Collected data entries

━━━━━━━━━━━━━━━━━━━━━━━━━━━━━━

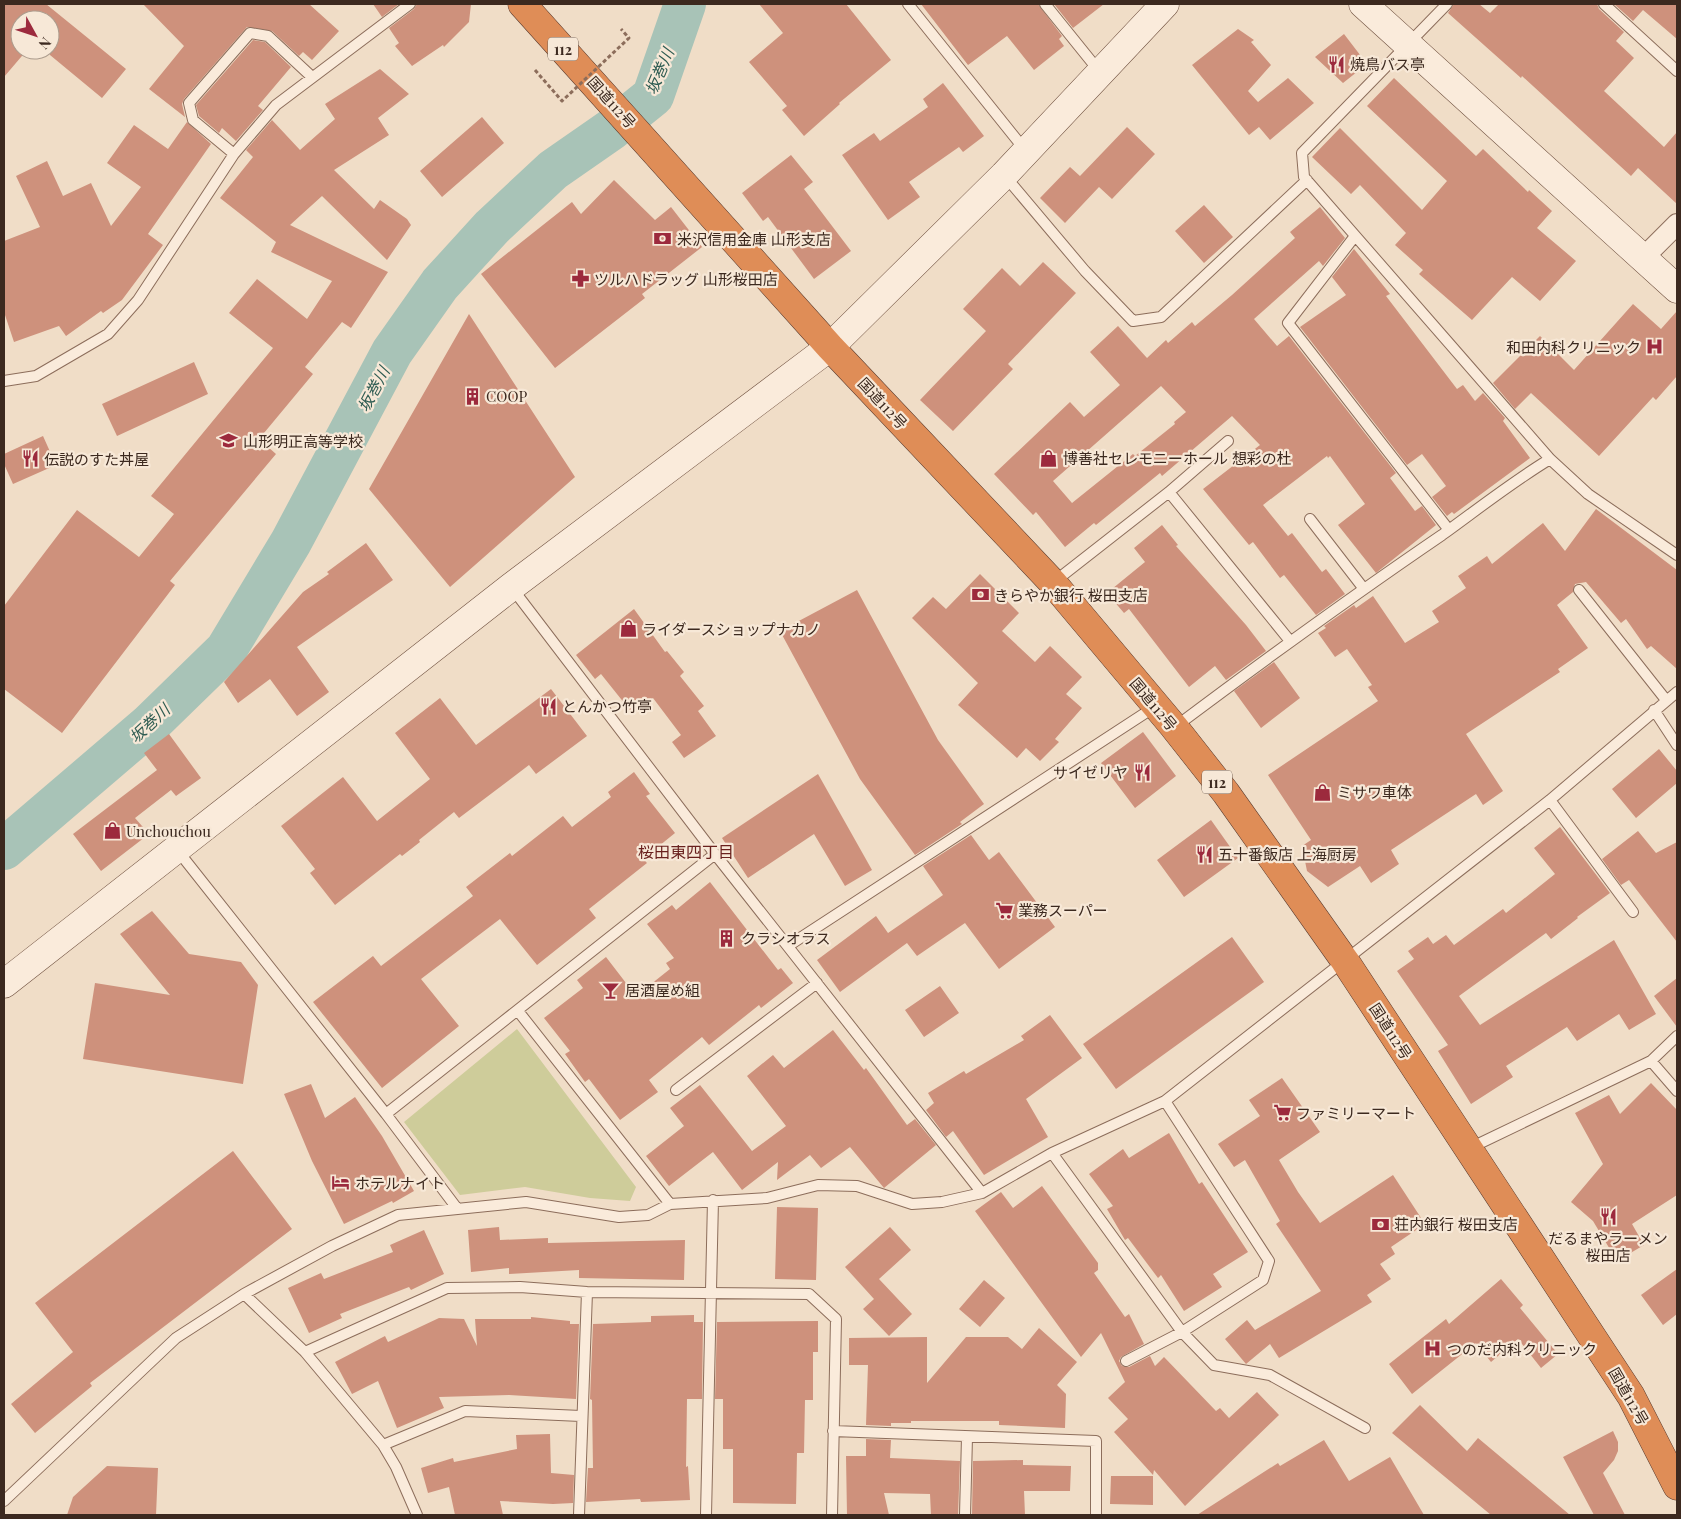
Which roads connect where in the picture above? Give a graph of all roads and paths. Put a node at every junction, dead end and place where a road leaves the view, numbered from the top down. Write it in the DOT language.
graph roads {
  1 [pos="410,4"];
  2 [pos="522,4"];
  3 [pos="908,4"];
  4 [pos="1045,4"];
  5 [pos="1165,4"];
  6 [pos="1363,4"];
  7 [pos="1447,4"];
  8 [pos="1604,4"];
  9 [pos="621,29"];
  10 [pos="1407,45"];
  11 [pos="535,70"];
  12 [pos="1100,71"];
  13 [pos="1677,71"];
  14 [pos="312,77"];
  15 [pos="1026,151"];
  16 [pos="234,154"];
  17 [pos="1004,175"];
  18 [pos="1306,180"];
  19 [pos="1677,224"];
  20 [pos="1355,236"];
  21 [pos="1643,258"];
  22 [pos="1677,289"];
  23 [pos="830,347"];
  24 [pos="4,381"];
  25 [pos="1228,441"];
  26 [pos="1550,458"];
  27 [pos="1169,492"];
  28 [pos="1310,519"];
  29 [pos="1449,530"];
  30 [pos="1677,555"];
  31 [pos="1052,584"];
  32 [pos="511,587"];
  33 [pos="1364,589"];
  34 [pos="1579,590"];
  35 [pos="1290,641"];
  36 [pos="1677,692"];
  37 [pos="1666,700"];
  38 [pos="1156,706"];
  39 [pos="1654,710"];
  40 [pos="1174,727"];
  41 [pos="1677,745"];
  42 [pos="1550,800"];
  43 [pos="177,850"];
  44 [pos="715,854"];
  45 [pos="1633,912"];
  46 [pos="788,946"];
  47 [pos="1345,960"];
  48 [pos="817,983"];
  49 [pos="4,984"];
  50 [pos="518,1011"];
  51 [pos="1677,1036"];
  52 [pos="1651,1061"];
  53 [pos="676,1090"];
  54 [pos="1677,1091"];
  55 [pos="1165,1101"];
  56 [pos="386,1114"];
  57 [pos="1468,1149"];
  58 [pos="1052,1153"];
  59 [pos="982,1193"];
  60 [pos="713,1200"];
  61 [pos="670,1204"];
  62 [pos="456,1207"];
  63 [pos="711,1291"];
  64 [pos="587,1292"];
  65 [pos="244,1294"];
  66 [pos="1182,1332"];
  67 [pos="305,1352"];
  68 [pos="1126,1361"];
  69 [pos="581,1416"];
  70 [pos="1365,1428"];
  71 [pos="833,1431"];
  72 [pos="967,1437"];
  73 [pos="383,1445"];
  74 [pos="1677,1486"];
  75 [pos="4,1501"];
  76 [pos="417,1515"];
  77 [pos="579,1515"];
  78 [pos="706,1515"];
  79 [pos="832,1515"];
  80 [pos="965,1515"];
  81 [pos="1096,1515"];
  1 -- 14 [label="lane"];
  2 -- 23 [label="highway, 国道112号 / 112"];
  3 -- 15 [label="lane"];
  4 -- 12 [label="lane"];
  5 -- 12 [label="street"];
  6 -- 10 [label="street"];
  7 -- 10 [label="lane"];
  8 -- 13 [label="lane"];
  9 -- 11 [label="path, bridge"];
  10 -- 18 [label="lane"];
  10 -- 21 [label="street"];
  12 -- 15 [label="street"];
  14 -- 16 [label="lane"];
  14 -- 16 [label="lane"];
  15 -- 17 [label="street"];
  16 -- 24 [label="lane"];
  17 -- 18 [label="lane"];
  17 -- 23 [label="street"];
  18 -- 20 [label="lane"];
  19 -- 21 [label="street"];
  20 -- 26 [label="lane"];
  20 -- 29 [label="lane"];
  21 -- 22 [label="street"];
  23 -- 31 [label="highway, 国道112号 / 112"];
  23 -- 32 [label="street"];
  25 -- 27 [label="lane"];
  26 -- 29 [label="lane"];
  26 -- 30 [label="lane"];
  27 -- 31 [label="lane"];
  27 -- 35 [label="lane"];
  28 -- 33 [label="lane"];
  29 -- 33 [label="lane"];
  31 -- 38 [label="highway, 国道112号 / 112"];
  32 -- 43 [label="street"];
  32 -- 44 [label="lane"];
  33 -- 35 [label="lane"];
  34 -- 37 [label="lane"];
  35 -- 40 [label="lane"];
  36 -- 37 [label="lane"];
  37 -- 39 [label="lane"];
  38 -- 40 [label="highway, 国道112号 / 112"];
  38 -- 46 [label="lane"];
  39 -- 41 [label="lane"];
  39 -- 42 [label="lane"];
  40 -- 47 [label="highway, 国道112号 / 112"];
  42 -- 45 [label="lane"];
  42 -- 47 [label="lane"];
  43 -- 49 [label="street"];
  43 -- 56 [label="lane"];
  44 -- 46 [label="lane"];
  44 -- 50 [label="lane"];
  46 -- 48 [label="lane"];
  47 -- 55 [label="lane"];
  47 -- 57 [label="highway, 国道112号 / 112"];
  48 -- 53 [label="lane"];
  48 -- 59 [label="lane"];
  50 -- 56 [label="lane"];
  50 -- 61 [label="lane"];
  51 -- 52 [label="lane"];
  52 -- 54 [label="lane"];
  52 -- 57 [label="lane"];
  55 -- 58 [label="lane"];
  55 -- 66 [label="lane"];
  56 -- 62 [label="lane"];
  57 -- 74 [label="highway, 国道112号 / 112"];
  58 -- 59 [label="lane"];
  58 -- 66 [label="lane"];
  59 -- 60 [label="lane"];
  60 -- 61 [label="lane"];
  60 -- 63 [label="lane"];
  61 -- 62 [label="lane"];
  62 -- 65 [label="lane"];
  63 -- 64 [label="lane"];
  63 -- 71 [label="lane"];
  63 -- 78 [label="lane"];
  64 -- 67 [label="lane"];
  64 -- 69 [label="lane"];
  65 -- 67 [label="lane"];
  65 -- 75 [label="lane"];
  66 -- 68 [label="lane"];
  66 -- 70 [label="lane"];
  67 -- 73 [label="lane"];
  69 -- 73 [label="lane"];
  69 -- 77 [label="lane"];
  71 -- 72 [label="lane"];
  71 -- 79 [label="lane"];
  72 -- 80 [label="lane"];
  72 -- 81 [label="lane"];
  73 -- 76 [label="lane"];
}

━━━━━━━━━━━━━━━━━━━━━━━━━━━━━━

The task ->
Please repeat each record exactly and keep every picture out of the copy.

Finished task ->
Which roads connect where in the picture above? Give a graph of all roads and paths. Put a node at every junction, dead end and place where a road leaves the view, numbered from the top down. Write it in the DOT language.
graph roads {
  1 [pos="410,4"];
  2 [pos="522,4"];
  3 [pos="908,4"];
  4 [pos="1045,4"];
  5 [pos="1165,4"];
  6 [pos="1363,4"];
  7 [pos="1447,4"];
  8 [pos="1604,4"];
  9 [pos="621,29"];
  10 [pos="1407,45"];
  11 [pos="535,70"];
  12 [pos="1100,71"];
  13 [pos="1677,71"];
  14 [pos="312,77"];
  15 [pos="1026,151"];
  16 [pos="234,154"];
  17 [pos="1004,175"];
  18 [pos="1306,180"];
  19 [pos="1677,224"];
  20 [pos="1355,236"];
  21 [pos="1643,258"];
  22 [pos="1677,289"];
  23 [pos="830,347"];
  24 [pos="4,381"];
  25 [pos="1228,441"];
  26 [pos="1550,458"];
  27 [pos="1169,492"];
  28 [pos="1310,519"];
  29 [pos="1449,530"];
  30 [pos="1677,555"];
  31 [pos="1052,584"];
  32 [pos="511,587"];
  33 [pos="1364,589"];
  34 [pos="1579,590"];
  35 [pos="1290,641"];
  36 [pos="1677,692"];
  37 [pos="1666,700"];
  38 [pos="1156,706"];
  39 [pos="1654,710"];
  40 [pos="1174,727"];
  41 [pos="1677,745"];
  42 [pos="1550,800"];
  43 [pos="177,850"];
  44 [pos="715,854"];
  45 [pos="1633,912"];
  46 [pos="788,946"];
  47 [pos="1345,960"];
  48 [pos="817,983"];
  49 [pos="4,984"];
  50 [pos="518,1011"];
  51 [pos="1677,1036"];
  52 [pos="1651,1061"];
  53 [pos="676,1090"];
  54 [pos="1677,1091"];
  55 [pos="1165,1101"];
  56 [pos="386,1114"];
  57 [pos="1468,1149"];
  58 [pos="1052,1153"];
  59 [pos="982,1193"];
  60 [pos="713,1200"];
  61 [pos="670,1204"];
  62 [pos="456,1207"];
  63 [pos="711,1291"];
  64 [pos="587,1292"];
  65 [pos="244,1294"];
  66 [pos="1182,1332"];
  67 [pos="305,1352"];
  68 [pos="1126,1361"];
  69 [pos="581,1416"];
  70 [pos="1365,1428"];
  71 [pos="833,1431"];
  72 [pos="967,1437"];
  73 [pos="383,1445"];
  74 [pos="1677,1486"];
  75 [pos="4,1501"];
  76 [pos="417,1515"];
  77 [pos="579,1515"];
  78 [pos="706,1515"];
  79 [pos="832,1515"];
  80 [pos="965,1515"];
  81 [pos="1096,1515"];
  1 -- 14 [label="lane"];
  2 -- 23 [label="highway, 国道112号 / 112"];
  3 -- 15 [label="lane"];
  4 -- 12 [label="lane"];
  5 -- 12 [label="street"];
  6 -- 10 [label="street"];
  7 -- 10 [label="lane"];
  8 -- 13 [label="lane"];
  9 -- 11 [label="path, bridge"];
  10 -- 18 [label="lane"];
  10 -- 21 [label="street"];
  12 -- 15 [label="street"];
  14 -- 16 [label="lane"];
  14 -- 16 [label="lane"];
  15 -- 17 [label="street"];
  16 -- 24 [label="lane"];
  17 -- 18 [label="lane"];
  17 -- 23 [label="street"];
  18 -- 20 [label="lane"];
  19 -- 21 [label="street"];
  20 -- 26 [label="lane"];
  20 -- 29 [label="lane"];
  21 -- 22 [label="street"];
  23 -- 31 [label="highway, 国道112号 / 112"];
  23 -- 32 [label="street"];
  25 -- 27 [label="lane"];
  26 -- 29 [label="lane"];
  26 -- 30 [label="lane"];
  27 -- 31 [label="lane"];
  27 -- 35 [label="lane"];
  28 -- 33 [label="lane"];
  29 -- 33 [label="lane"];
  31 -- 38 [label="highway, 国道112号 / 112"];
  32 -- 43 [label="street"];
  32 -- 44 [label="lane"];
  33 -- 35 [label="lane"];
  34 -- 37 [label="lane"];
  35 -- 40 [label="lane"];
  36 -- 37 [label="lane"];
  37 -- 39 [label="lane"];
  38 -- 40 [label="highway, 国道112号 / 112"];
  38 -- 46 [label="lane"];
  39 -- 41 [label="lane"];
  39 -- 42 [label="lane"];
  40 -- 47 [label="highway, 国道112号 / 112"];
  42 -- 45 [label="lane"];
  42 -- 47 [label="lane"];
  43 -- 49 [label="street"];
  43 -- 56 [label="lane"];
  44 -- 46 [label="lane"];
  44 -- 50 [label="lane"];
  46 -- 48 [label="lane"];
  47 -- 55 [label="lane"];
  47 -- 57 [label="highway, 国道112号 / 112"];
  48 -- 53 [label="lane"];
  48 -- 59 [label="lane"];
  50 -- 56 [label="lane"];
  50 -- 61 [label="lane"];
  51 -- 52 [label="lane"];
  52 -- 54 [label="lane"];
  52 -- 57 [label="lane"];
  55 -- 58 [label="lane"];
  55 -- 66 [label="lane"];
  56 -- 62 [label="lane"];
  57 -- 74 [label="highway, 国道112号 / 112"];
  58 -- 59 [label="lane"];
  58 -- 66 [label="lane"];
  59 -- 60 [label="lane"];
  60 -- 61 [label="lane"];
  60 -- 63 [label="lane"];
  61 -- 62 [label="lane"];
  62 -- 65 [label="lane"];
  63 -- 64 [label="lane"];
  63 -- 71 [label="lane"];
  63 -- 78 [label="lane"];
  64 -- 67 [label="lane"];
  64 -- 69 [label="lane"];
  65 -- 67 [label="lane"];
  65 -- 75 [label="lane"];
  66 -- 68 [label="lane"];
  66 -- 70 [label="lane"];
  67 -- 73 [label="lane"];
  69 -- 73 [label="lane"];
  69 -- 77 [label="lane"];
  71 -- 72 [label="lane"];
  71 -- 79 [label="lane"];
  72 -- 80 [label="lane"];
  72 -- 81 [label="lane"];
  73 -- 76 [label="lane"];
}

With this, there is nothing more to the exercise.